Source data -
== == ==
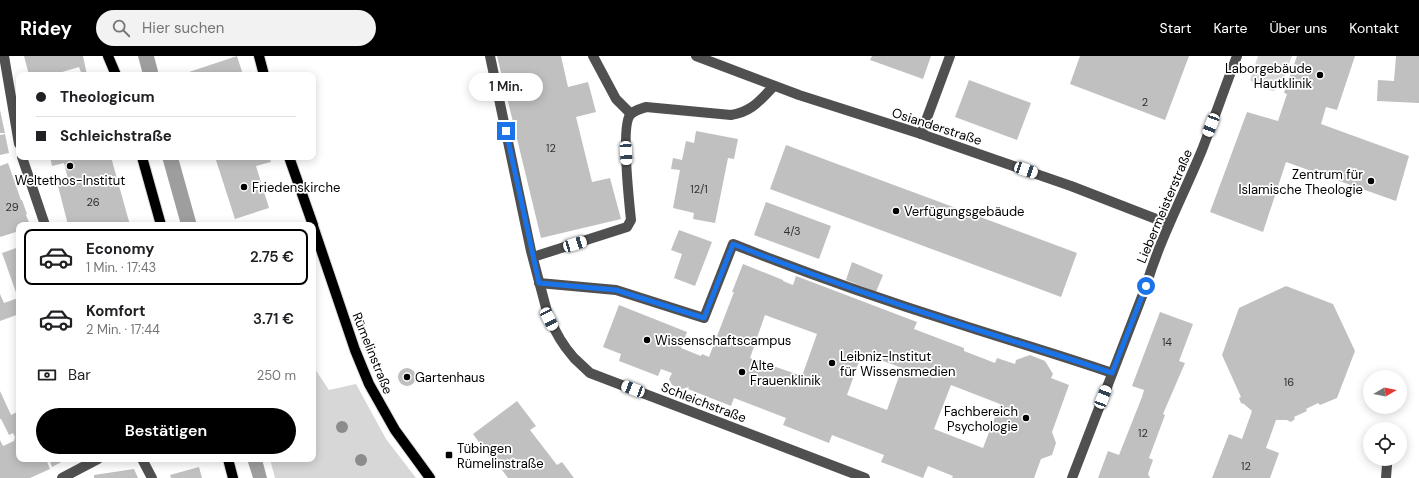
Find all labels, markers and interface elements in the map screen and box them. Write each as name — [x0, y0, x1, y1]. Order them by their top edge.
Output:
== == ==
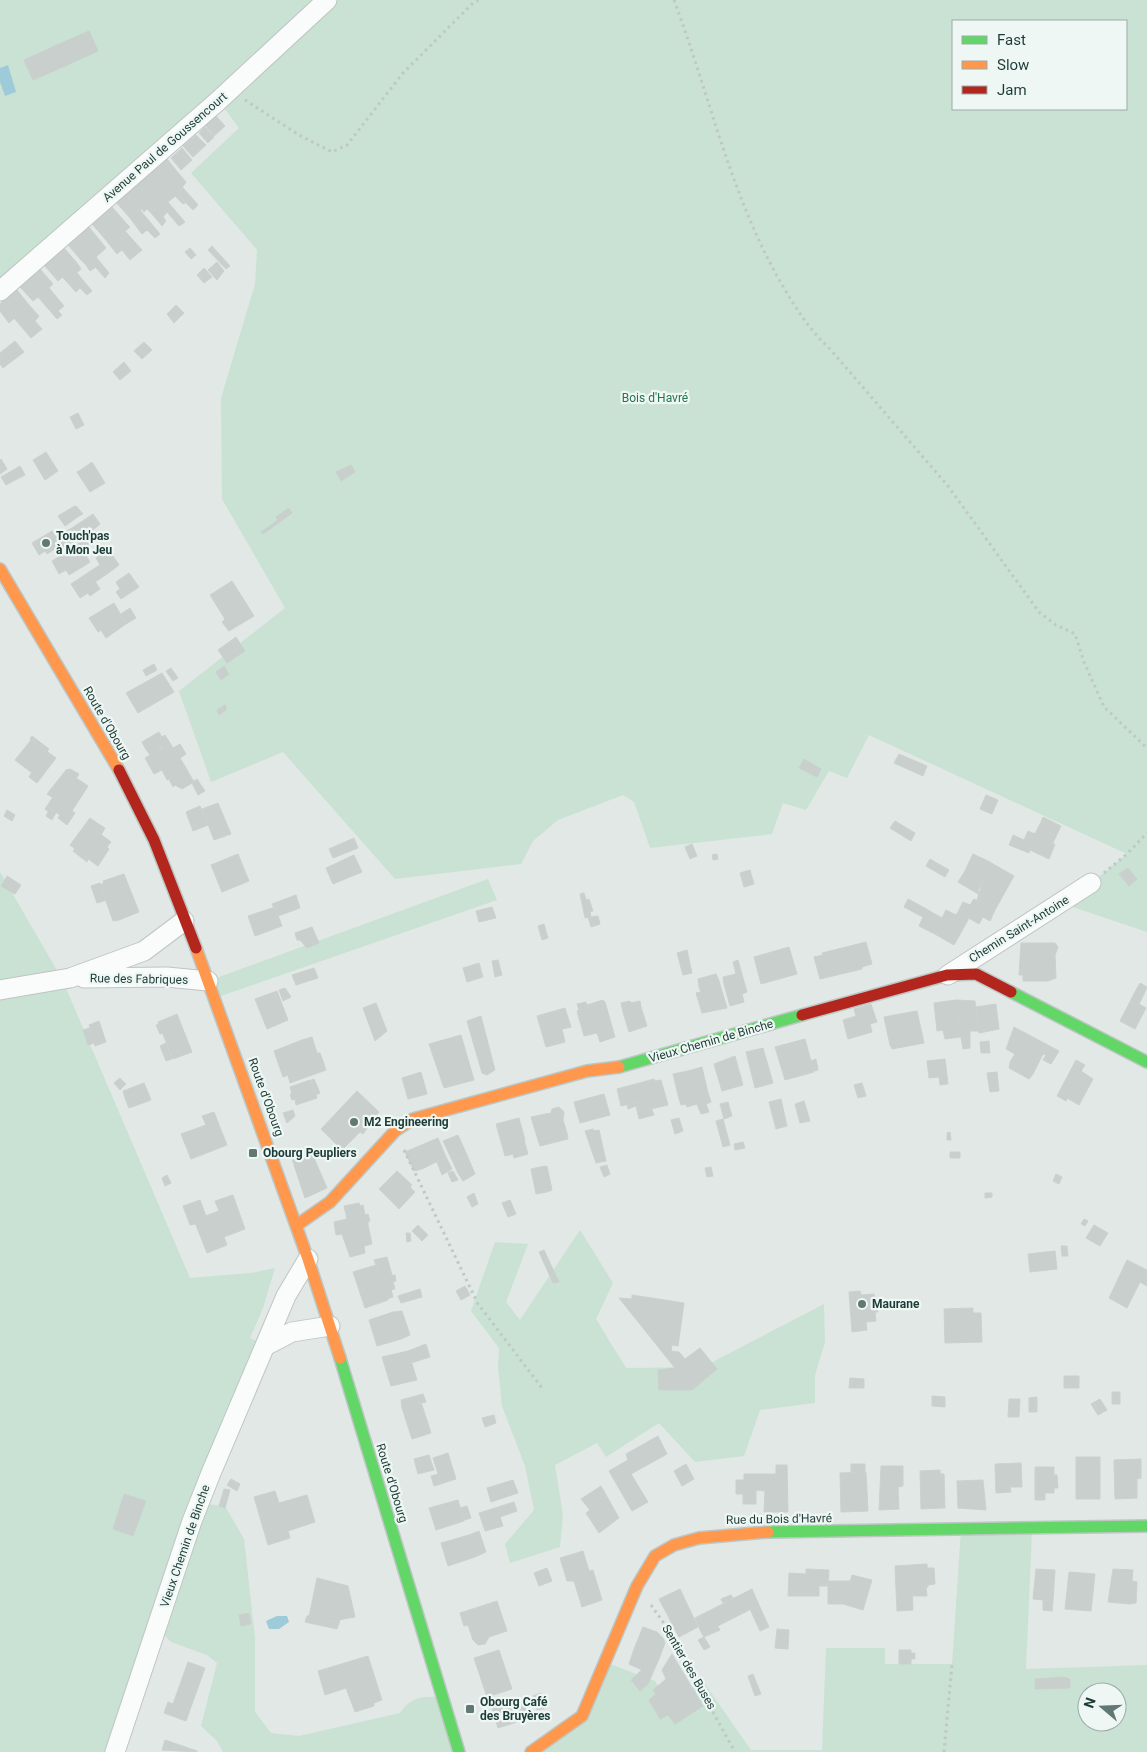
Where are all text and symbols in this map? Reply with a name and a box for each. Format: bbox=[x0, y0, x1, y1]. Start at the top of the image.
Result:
== == ==
Directions - Look through the data above and report every line in which "each" appears.

Output of the task -
Find all labels, markers and interface elements in the map screen and box them. Write each as name — [x0, y0, x1, y1]. Order them by their top edge.
Where are all text and symbols in this map? Reply with a name and a box for each. Format: bbox=[x0, y0, x1, y1]. Start at the top of the image.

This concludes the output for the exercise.